Nothing gives you perspective like some time away.
That’s certainly the case for me this week. I’m out of the country in the wilds of northwest Iceland. It’s a place brimming with awe and rarity. It’s a place that makes you question everything you’ve known and accepted. It makes me see ourselves in a very different light. In looking back home, here’s what I observed:
A recent study shows that 2 in 5 women say they would consider raising a child as a single parent. Huh. If you talk to most of the married women I know, they’ll tell you they pretty much did that anyway. Sorry if I sound sexist here, but the truth is that in the United States, either guys are far too distracted to do the heavy lifting when it comes to getting the kids to adulthood, or their efforts are far too unappreciated. I personally feel unappreciated, but that’s a guy thing.
The Aurora City Council this week wisely banned marijuana shops for one year. Local lawmakers are looking out for our safety here, knowing that a government, not the market, knows better when it comes to regulating potentially dangerous businesses. So during the next year, city council members will determine how many pot shops there can be, and what the rules of engagement will be since the world ended last November when Colorado voters legalized recreational marijuana. This will prevent neighborhoods being marginalized by suffering from a proliferate of questionable business, such as pawn shops and check-cashing stores, which steadfast libertarian types on council point out are legitimate businesses that the market should govern. Marijuana shops will be limited in number and by proximity because they are potentially dangerous, even though as a state resident you now have a constitutional right to smoke dope. This constitutional right, however, isn’t as constitutional as your right to a gun, which city lawmakers feel needs no restriction on how many gun stores or firing ranges should be allowed, because the market governs that. If Aurora is anything, it’s consistently inconsistent.

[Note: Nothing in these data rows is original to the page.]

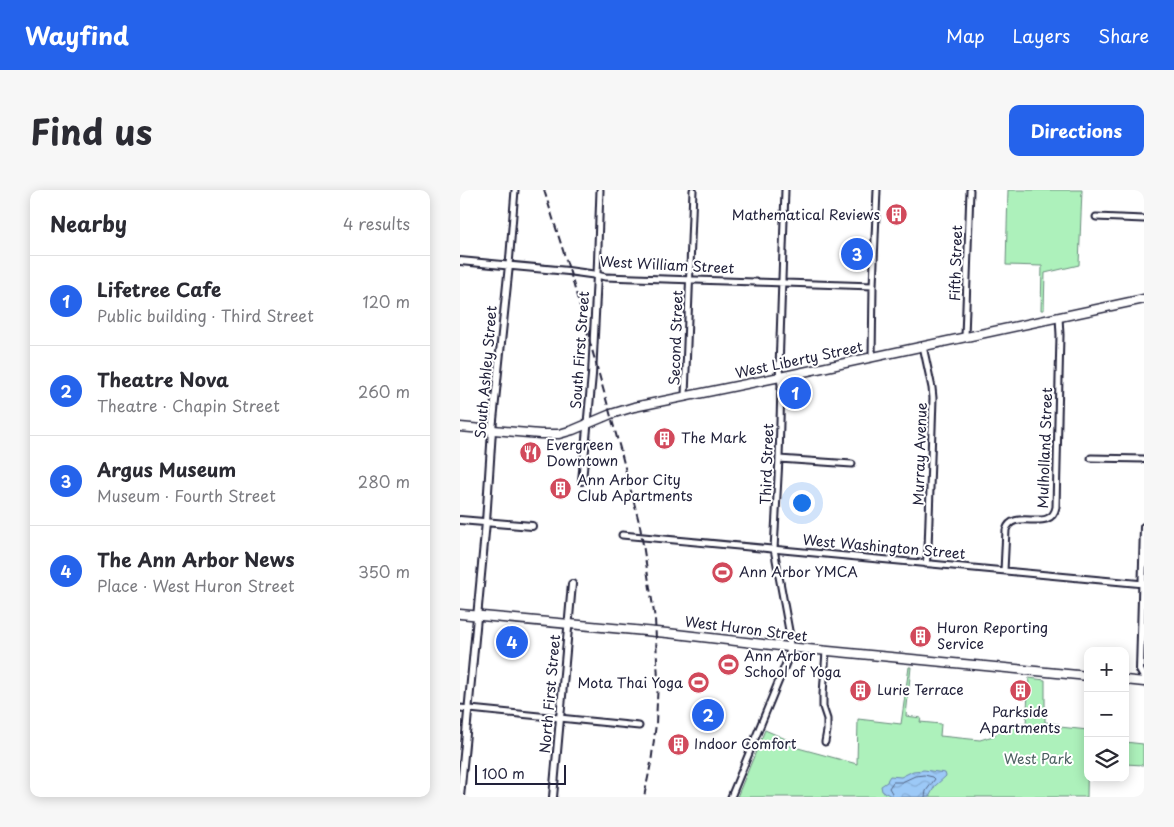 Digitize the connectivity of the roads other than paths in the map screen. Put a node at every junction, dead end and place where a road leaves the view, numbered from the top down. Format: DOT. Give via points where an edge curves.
graph roads {
  1 [pos="515,190"];
  2 [pos="600,190"];
  3 [pos="693,190"];
  4 [pos="785,190"];
  5 [pos="877,190"];
  6 [pos="970,190"];
  7 [pos="1096,217"];
  8 [pos="1144,219"];
  9 [pos="460,261"];
  10 [pos="509,265"];
  11 [pos="597,275"];
  12 [pos="689,279"];
  13 [pos="782,282"];
  14 [pos="873,286"];
  15 [pos="1144,299"];
  16 [pos="1059,318"];
  17 [pos="965,337"];
  18 [pos="923,346"];
  19 [pos="872,357"];
  20 [pos="780,377"];
  21 [pos="685,396"];
  22 [pos="588,424"];
  23 [pos="460,427"];
  24 [pos="492,430"];
  25 [pos="1091,458"];
  26 [pos="779,459"];
  27 [pos="1144,460"];
  28 [pos="852,464"];
  29 [pos="582,481"];
  30 [pos="460,520"];
  31 [pos="486,522"];
  32 [pos="532,526"];
  33 [pos="1144,527"];
  34 [pos="622,535"];
  35 [pos="774,549"];
  36 [pos="926,564"];
  37 [pos="1004,571"];
  38 [pos="572,584"];
  39 [pos="1143,584"];
  40 [pos="460,614"];
  41 [pos="477,616"];
  42 [pos="568,624"];
  43 [pos="790,647"];
  44 [pos="826,651"];
  45 [pos="1084,676"];
  46 [pos="1144,677"];
  47 [pos="1129,680"];
  48 [pos="1144,682"];
  49 [pos="460,708"];
  50 [pos="469,708"];
  51 [pos="560,717"];
  52 [pos="639,726"];
  53 [pos="825,742"];
  54 [pos="460,797"];
  55 [pos="553,797"];
  56 [pos="731,797"];
  1 -- 10 [label="street, South Ashley Street"];
  2 -- 11 [label="street, South First Street"];
  3 -- 12 [label="street, Second Street"];
  4 -- 13 [label="street, Third Street"];
  5 -- 14 [label="street"];
  6 -- 17 [label="street, Fifth Street"];
  7 -- 8 [label="street"];
  9 -- 10 [label="street, West William Street"];
  10 -- 11 [label="street, West William Street"];
  10 -- 24 [label="street, South Ashley Street"];
  11 -- 12 [label="street, West William Street"];
  11 -- 22 [label="street, South First Street"];
  12 -- 13 [label="street, West William Street"];
  12 -- 21 [label="street, Second Street"];
  13 -- 14 [label="street, West William Street"];
  13 -- 20 [label="street, Third Street"];
  14 -- 19 [label="street"];
  15 -- 16 [label="main road, West Liberty Street"];
  16 -- 17 [label="main road, West Liberty Street"];
  16 -- 37 [label="street, Mulholland Street" via="1055,514 1047,520 1010,522 1006,530"];
  17 -- 18 [label="main road, West Liberty Street"];
  18 -- 19 [label="main road, West Liberty Street"];
  18 -- 36 [label="street, Murray Avenue" via="933,398"];
  19 -- 20 [label="main road, West Liberty Street"];
  20 -- 21 [label="main road, West Liberty Street"];
  20 -- 26 [label="street, Third Street"];
  21 -- 22 [label="main road, West Liberty Street" via="630,408"];
  22 -- 24 [label="main road, West Liberty Street" via="551,435"];
  22 -- 29 [label="street, South First Street"];
  23 -- 24 [label="main road, West Liberty Street"];
  24 -- 31 [label="street, South Ashley Street"];
  25 -- 27 [label="street"];
  26 -- 28 [label="street"];
  26 -- 35 [label="street, Third Street"];
  30 -- 31 [label="street"];
  31 -- 32 [label="street"];
  31 -- 41 [label="street, South Ashley Street"];
  33 -- 39 [label="street"];
  34 -- 35 [label="street, West Washington Street"];
  35 -- 36 [label="street, West Washington Street"];
  35 -- 43 [label="street, Third Street"];
  36 -- 37 [label="street, West Washington Street"];
  37 -- 39 [label="street, West Washington Street"];
  38 -- 42 [label="street"];
  39 -- 46 [label="street" via="1140,670"];
  40 -- 41 [label="main road, West Huron Street"];
  41 -- 42 [label="main road, West Huron Street"];
  41 -- 50 [label="street, South Ashley Street"];
  42 -- 43 [label="main road, West Huron Street"];
  42 -- 51 [label="street, North First Street"];
  43 -- 44 [label="main road, West Huron Street"];
  43 -- 56 [label="street"];
  44 -- 45 [label="main road, West Huron Street"];
  44 -- 53 [label="street" via="823,692"];
  47 -- 48 [label="main road"];
  49 -- 50 [label="street"];
  50 -- 51 [label="street"];
  50 -- 54 [label="street, South Ashley Street"];
  51 -- 52 [label="street"];
  51 -- 55 [label="street, North First Street"];
}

Some voters in Colorado Springs, a place where anything can and shouldn’t happen, are working hard to right the wrong that Democratic state Sen. John Morse inflicted on that righteous community by leading the charge at the state Capitol for Colorado’s ho-hum gun reform earlier this year. In short, they’re trying to recall his sorry self. Said voters are shocked, shocked and dismayed that an elected official would sink to the lowly depths of gun control, embarrassing the community and shining a tawdry light on the good people of Colorado Springs.
Too bad they didn’t get religion back in 2007 when the respectable Douglas Bruce wandered into the state House, representing that great burg. Unlike the current sissy gun-control Cretin, Bruce merely kicked a reporter on his first day in office, was eventually the first lawmaker ever to be censured by the entire House, was thrown off a committee for failing to honor veterans and made it clear that Colorado Springs had become a place where you need to roll up the windows and lock the doors as you sped through town. Between this recall and anything that comes out of the Focus on Family freak show that the Springs lauds with a highway sign, it becomes clearer all the time we might want to cede that land to Kansas.
It used to be that if you wanted something done right, you went right to the top. Governors, mayors, presidents and CEOs were the ones who could make things happen. That was before county sheriffs in Colorado overthrew state government and took over the place. Case in point this week is the all-powerful Doug Darr of Adams County, who alone decides who will pay or won’t do jail time as payment for their crimes. In the old days, police could only arrest and suggest charges to the constitutionally separate court system, which was empowered to convict and mete out punishment. It was a separation of powers thing. So passe. These days, state sheriffs, including Darr, make it clear they’ll enforce the laws they like and stick the state’s new gun laws wherever they please. Darr now decides who from Aurora does and doesn’t go to jail under the auspices of a year-old budget problem. If Aurora’s five designated jail beds are full, the sheriff hands out Get-Out-of-My-Jail-Free cards to those he considers barely-criminal types, like car thieves and such.
No wonder they call this “Colorful” Colorado.